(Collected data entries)

▼

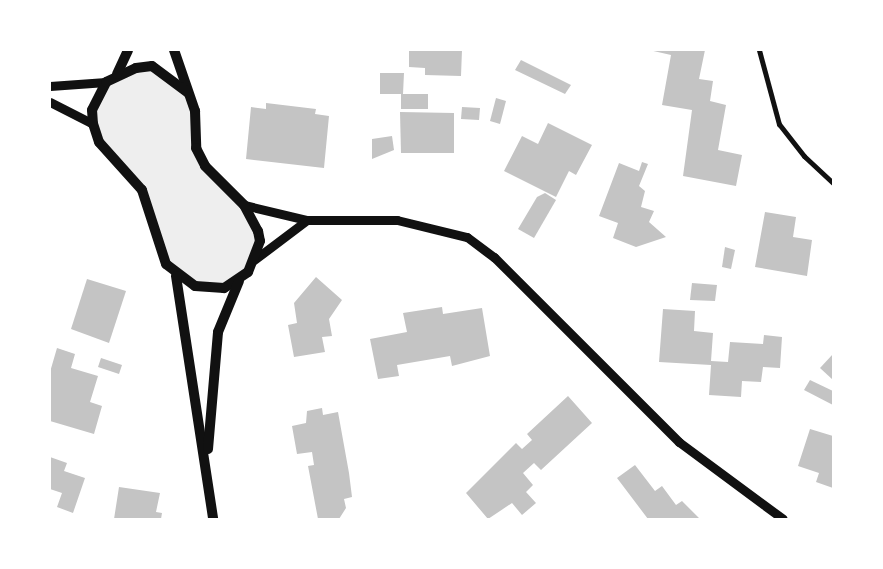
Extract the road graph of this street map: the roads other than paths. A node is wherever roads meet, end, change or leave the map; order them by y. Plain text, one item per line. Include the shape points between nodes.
1 (128, 50) edge
2 (174, 50) edge
3 (758, 50) edge
4 (117, 74) junction
5 (106, 82) junction
6 (50, 86) edge
7 (187, 92) junction
8 (50, 102) edge
9 (93, 124) junction
10 (833, 183) edge
11 (244, 205) junction
12 (307, 220) junction
13 (254, 260) junction
14 (176, 276) junction
15 (239, 281) junction
16 (206, 470) junction
17 (213, 519) edge
18 (783, 519) edge

1 - 4 main road
2 - 7 main road
3 - 10 street via 779,124 804,156
4 - 5 main road
4 - 7 main road via 152,66
5 - 6 street
5 - 9 main road via 92,110
7 - 11 main road via 195,111 196,148 205,166
8 - 9 street
9 - 14 main road via 99,142 142,190 150,206 158,244
11 - 12 street
11 - 13 main road via 258,231
12 - 13 street
12 - 18 street via 397,220 468,237 494,257 679,442
13 - 15 main road
14 - 15 main road via 208,290
14 - 16 main road
15 - 16 main road via 218,332
16 - 17 main road

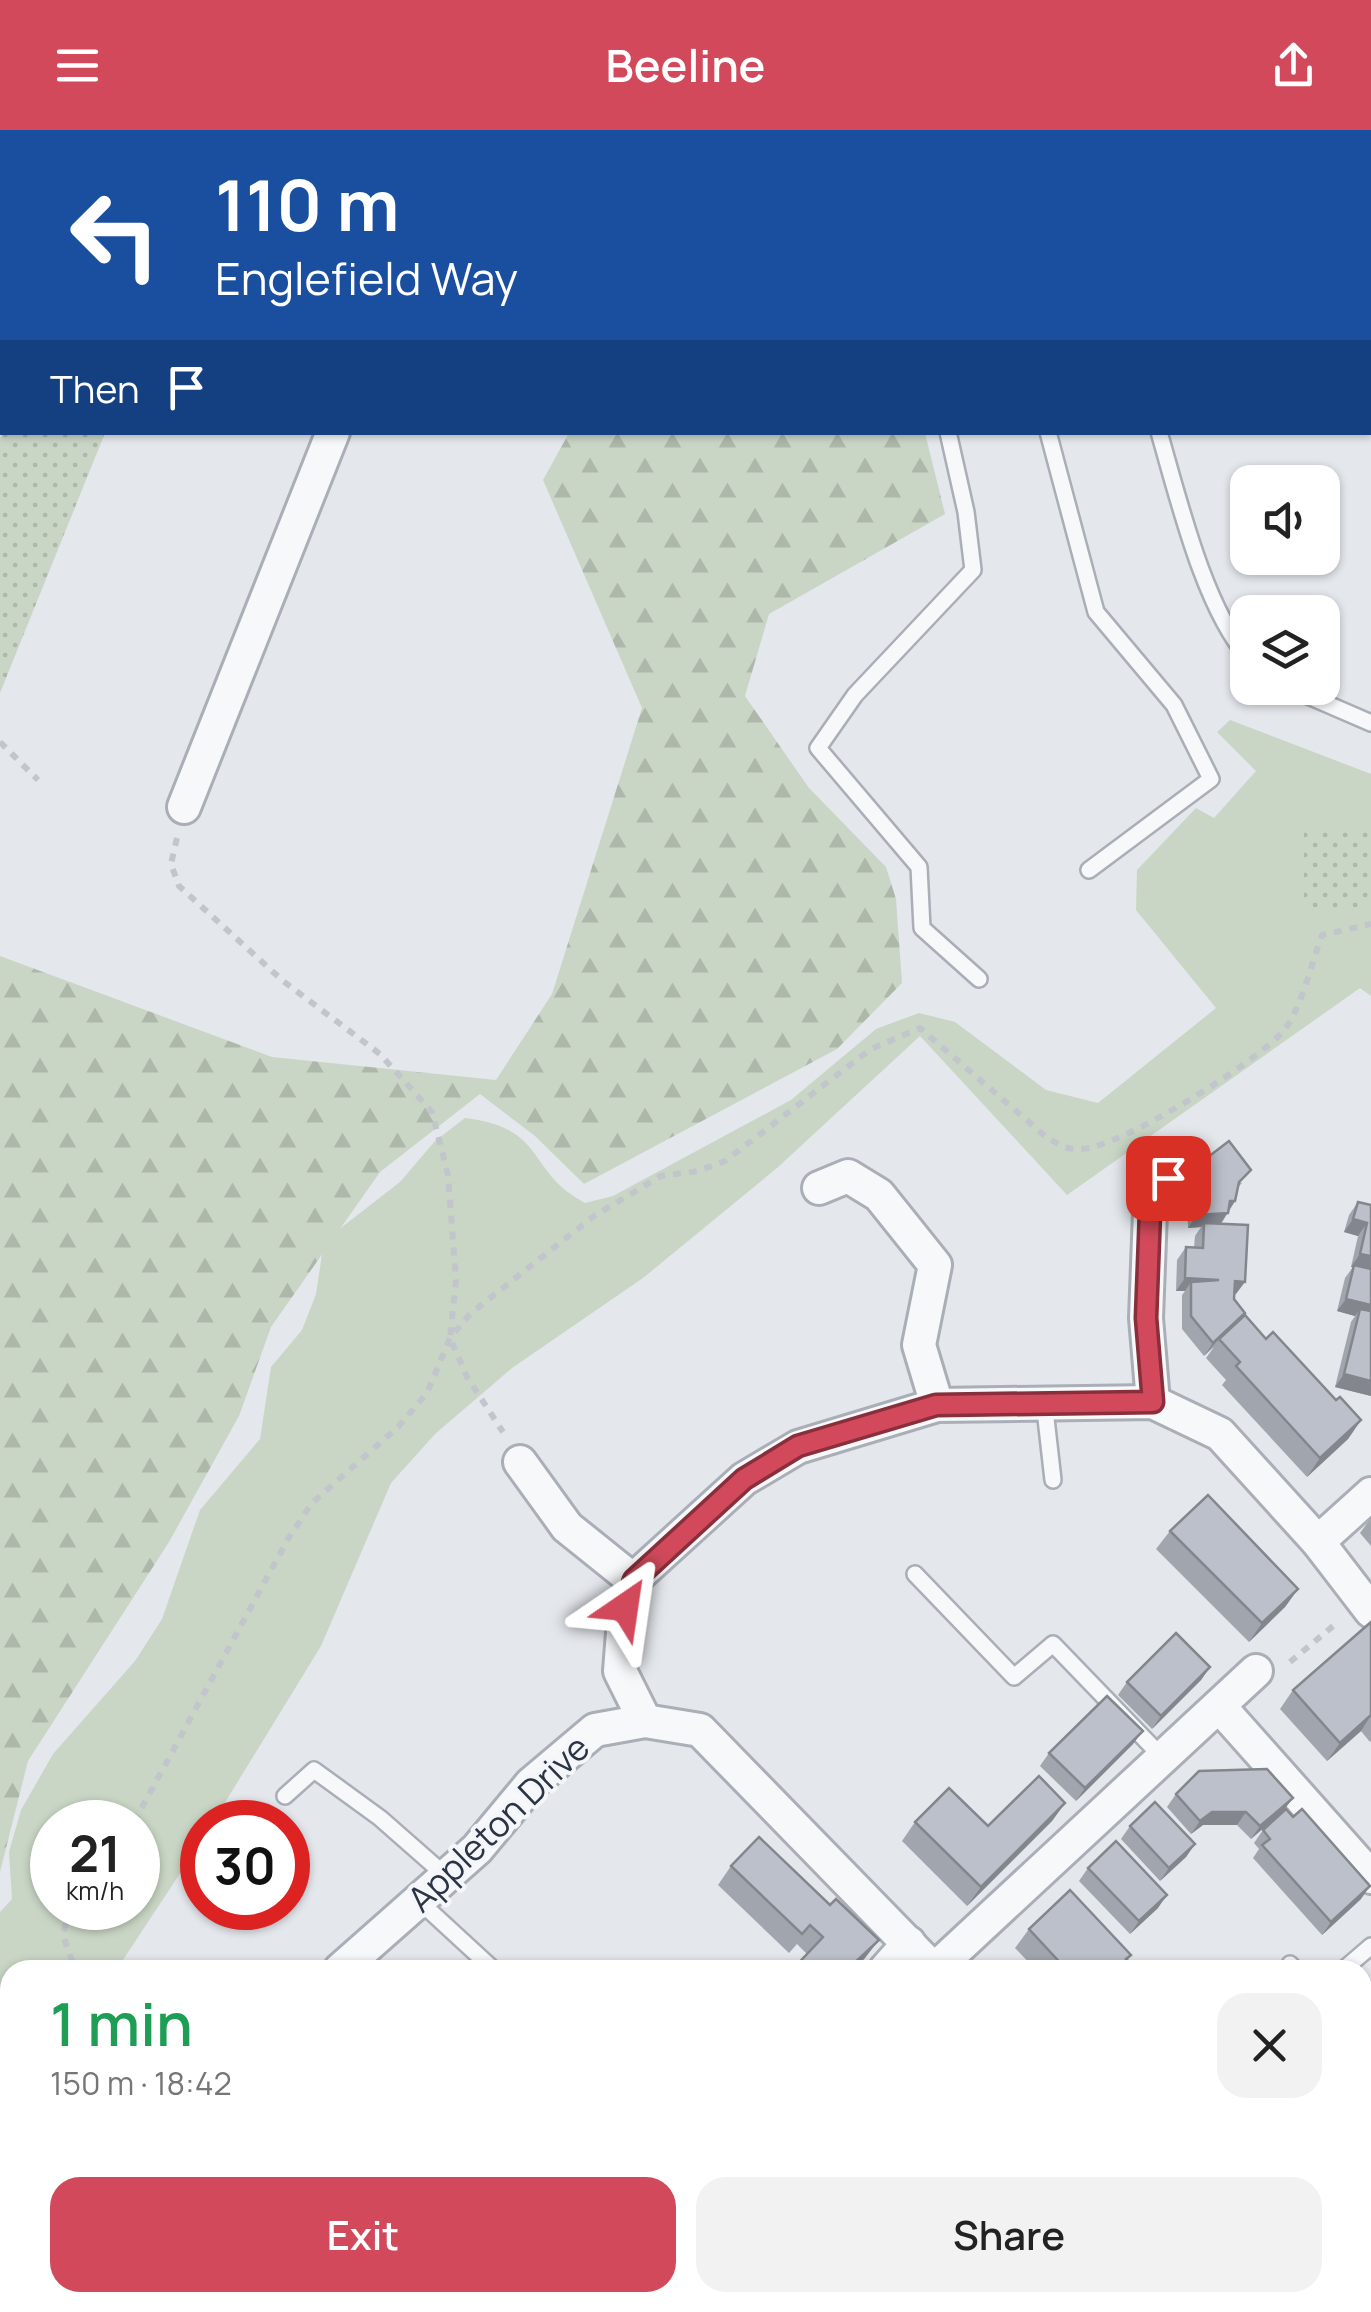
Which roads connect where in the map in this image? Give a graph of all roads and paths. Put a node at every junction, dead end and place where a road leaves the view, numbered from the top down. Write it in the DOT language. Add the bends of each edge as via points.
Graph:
graph roads {
  1 [pos="333,435"];
  2 [pos="949,435"];
  3 [pos="1049,435"];
  4 [pos="1159,435"];
  5 [pos="1230,636"];
  6 [pos="1330,705"];
  7 [pos="1371,722"];
  8 [pos="0,742"];
  9 [pos="38,780"];
  10 [pos="184,807"];
  11 [pos="1089,870"];
  12 [pos="1371,924"];
  13 [pos="979,979"];
  14 [pos="1168,1178"];
  15 [pos="819,1188"];
  16 [pos="450,1338"];
  17 [pos="1044,1400"];
  18 [pos="1153,1402"];
  19 [pos="936,1405"];
  20 [pos="520,1462"];
  21 [pos="1053,1480"];
  22 [pos="1371,1494"];
  23 [pos="1318,1542"];
  24 [pos="916,1574"];
  25 [pos="634,1580"];
  26 [pos="1366,1607"];
  27 [pos="1256,1671"];
  28 [pos="1219,1706"];
  29 [pos="645,1722"];
  30 [pos="1162,1758"];
  31 [pos="285,1796"];
  32 [pos="146,1800"];
  33 [pos="446,1876"];
  34 [pos="1371,1877"];
  35 [pos="418,1900"];
  36 [pos="64,1930"];
  37 [pos="909,1943"];
  38 [pos="72,1960"];
  39 [pos="351,1960"];
  40 [pos="483,1960"];
  41 [pos="895,1960"];
  42 [pos="925,1960"];
  43 [pos="945,1960"];
  1 -- 10 [label="street"];
  2 -- 13 [label="lane" via="974,570 855,695 818,748 919,867 922,928"];
  3 -- 11 [label="lane" via="1096,612 1174,705 1211,778"];
  4 -- 5 [label="lane"];
  6 -- 7 [label="lane"];
  8 -- 9 [label="path"];
  10 -- 16 [label="path" via="170,864 179,886 282,981 380,1054 432,1112 448,1175 456,1280"];
  12 -- 16 [label="path" via="1322,935 1286,1027 1265,1049 1142,1128 1081,1150 1061,1146 920,1028 871,1048 725,1161 661,1176 594,1216 470,1314"];
  14 -- 18 [label="street" via="1150,1212 1146,1318"];
  15 -- 19 [label="street" via="848,1176 879,1195 936,1265 920,1345"];
  16 -- 20 [label="path"];
  16 -- 32 [label="path" via="427,1394 312,1503 288,1539"];
  17 -- 18 [label="street"];
  17 -- 19 [label="street"];
  17 -- 21 [label="lane"];
  18 -- 23 [label="street" via="1220,1434"];
  19 -- 25 [label="street" via="798,1446 744,1479"];
  20 -- 25 [label="street" via="567,1527"];
  22 -- 23 [label="street"];
  23 -- 26 [label="street"];
  24 -- 30 [label="lane" via="1014,1677 1052,1644"];
  25 -- 29 [label="street" via="620,1671"];
  26 -- 27 [label="path" via="1278,1672"];
  27 -- 28 [label="street"];
  28 -- 30 [label="street"];
  28 -- 34 [label="street"];
  29 -- 33 [label="street, Appleton Drive" via="595,1730 531,1784 478,1849"];
  29 -- 37 [label="street, Appleton Drive" via="700,1730"];
  30 -- 43 [label="street"];
  31 -- 33 [label="lane" via="314,1770"];
  33 -- 35 [label="street, Appleton Drive"];
  35 -- 39 [label="street, Appleton Drive"];
  35 -- 40 [label="lane"];
  36 -- 38 [label="path"];
  37 -- 41 [label="street"];
  37 -- 42 [label="street, Appleton Drive"];
}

▲

What is being asked »
From the first line to the last, output the records exactly without pictures.

The answer »
Extract the road graph of this street map: the roads other than paths. A node is wherever roads meet, end, change or leave the map; order them by y. Plain text, one item per line. Include the shape points between nodes.
1 (128, 50) edge
2 (174, 50) edge
3 (758, 50) edge
4 (117, 74) junction
5 (106, 82) junction
6 (50, 86) edge
7 (187, 92) junction
8 (50, 102) edge
9 (93, 124) junction
10 (833, 183) edge
11 (244, 205) junction
12 (307, 220) junction
13 (254, 260) junction
14 (176, 276) junction
15 (239, 281) junction
16 (206, 470) junction
17 (213, 519) edge
18 (783, 519) edge

1 - 4 main road
2 - 7 main road
3 - 10 street via 779,124 804,156
4 - 5 main road
4 - 7 main road via 152,66
5 - 6 street
5 - 9 main road via 92,110
7 - 11 main road via 195,111 196,148 205,166
8 - 9 street
9 - 14 main road via 99,142 142,190 150,206 158,244
11 - 12 street
11 - 13 main road via 258,231
12 - 13 street
12 - 18 street via 397,220 468,237 494,257 679,442
13 - 15 main road
14 - 15 main road via 208,290
14 - 16 main road
15 - 16 main road via 218,332
16 - 17 main road

Which roads connect where in the map in this image? Give a graph of all roads and paths. Put a node at every junction, dead end and place where a road leaves the view, numbered from the top down. Write it in the DOT language. Add the bends of each edge as via points.
Graph:
graph roads {
  1 [pos="333,435"];
  2 [pos="949,435"];
  3 [pos="1049,435"];
  4 [pos="1159,435"];
  5 [pos="1230,636"];
  6 [pos="1330,705"];
  7 [pos="1371,722"];
  8 [pos="0,742"];
  9 [pos="38,780"];
  10 [pos="184,807"];
  11 [pos="1089,870"];
  12 [pos="1371,924"];
  13 [pos="979,979"];
  14 [pos="1168,1178"];
  15 [pos="819,1188"];
  16 [pos="450,1338"];
  17 [pos="1044,1400"];
  18 [pos="1153,1402"];
  19 [pos="936,1405"];
  20 [pos="520,1462"];
  21 [pos="1053,1480"];
  22 [pos="1371,1494"];
  23 [pos="1318,1542"];
  24 [pos="916,1574"];
  25 [pos="634,1580"];
  26 [pos="1366,1607"];
  27 [pos="1256,1671"];
  28 [pos="1219,1706"];
  29 [pos="645,1722"];
  30 [pos="1162,1758"];
  31 [pos="285,1796"];
  32 [pos="146,1800"];
  33 [pos="446,1876"];
  34 [pos="1371,1877"];
  35 [pos="418,1900"];
  36 [pos="64,1930"];
  37 [pos="909,1943"];
  38 [pos="72,1960"];
  39 [pos="351,1960"];
  40 [pos="483,1960"];
  41 [pos="895,1960"];
  42 [pos="925,1960"];
  43 [pos="945,1960"];
  1 -- 10 [label="street"];
  2 -- 13 [label="lane" via="974,570 855,695 818,748 919,867 922,928"];
  3 -- 11 [label="lane" via="1096,612 1174,705 1211,778"];
  4 -- 5 [label="lane"];
  6 -- 7 [label="lane"];
  8 -- 9 [label="path"];
  10 -- 16 [label="path" via="170,864 179,886 282,981 380,1054 432,1112 448,1175 456,1280"];
  12 -- 16 [label="path" via="1322,935 1286,1027 1265,1049 1142,1128 1081,1150 1061,1146 920,1028 871,1048 725,1161 661,1176 594,1216 470,1314"];
  14 -- 18 [label="street" via="1150,1212 1146,1318"];
  15 -- 19 [label="street" via="848,1176 879,1195 936,1265 920,1345"];
  16 -- 20 [label="path"];
  16 -- 32 [label="path" via="427,1394 312,1503 288,1539"];
  17 -- 18 [label="street"];
  17 -- 19 [label="street"];
  17 -- 21 [label="lane"];
  18 -- 23 [label="street" via="1220,1434"];
  19 -- 25 [label="street" via="798,1446 744,1479"];
  20 -- 25 [label="street" via="567,1527"];
  22 -- 23 [label="street"];
  23 -- 26 [label="street"];
  24 -- 30 [label="lane" via="1014,1677 1052,1644"];
  25 -- 29 [label="street" via="620,1671"];
  26 -- 27 [label="path" via="1278,1672"];
  27 -- 28 [label="street"];
  28 -- 30 [label="street"];
  28 -- 34 [label="street"];
  29 -- 33 [label="street, Appleton Drive" via="595,1730 531,1784 478,1849"];
  29 -- 37 [label="street, Appleton Drive" via="700,1730"];
  30 -- 43 [label="street"];
  31 -- 33 [label="lane" via="314,1770"];
  33 -- 35 [label="street, Appleton Drive"];
  35 -- 39 [label="street, Appleton Drive"];
  35 -- 40 [label="lane"];
  36 -- 38 [label="path"];
  37 -- 41 [label="street"];
  37 -- 42 [label="street, Appleton Drive"];
}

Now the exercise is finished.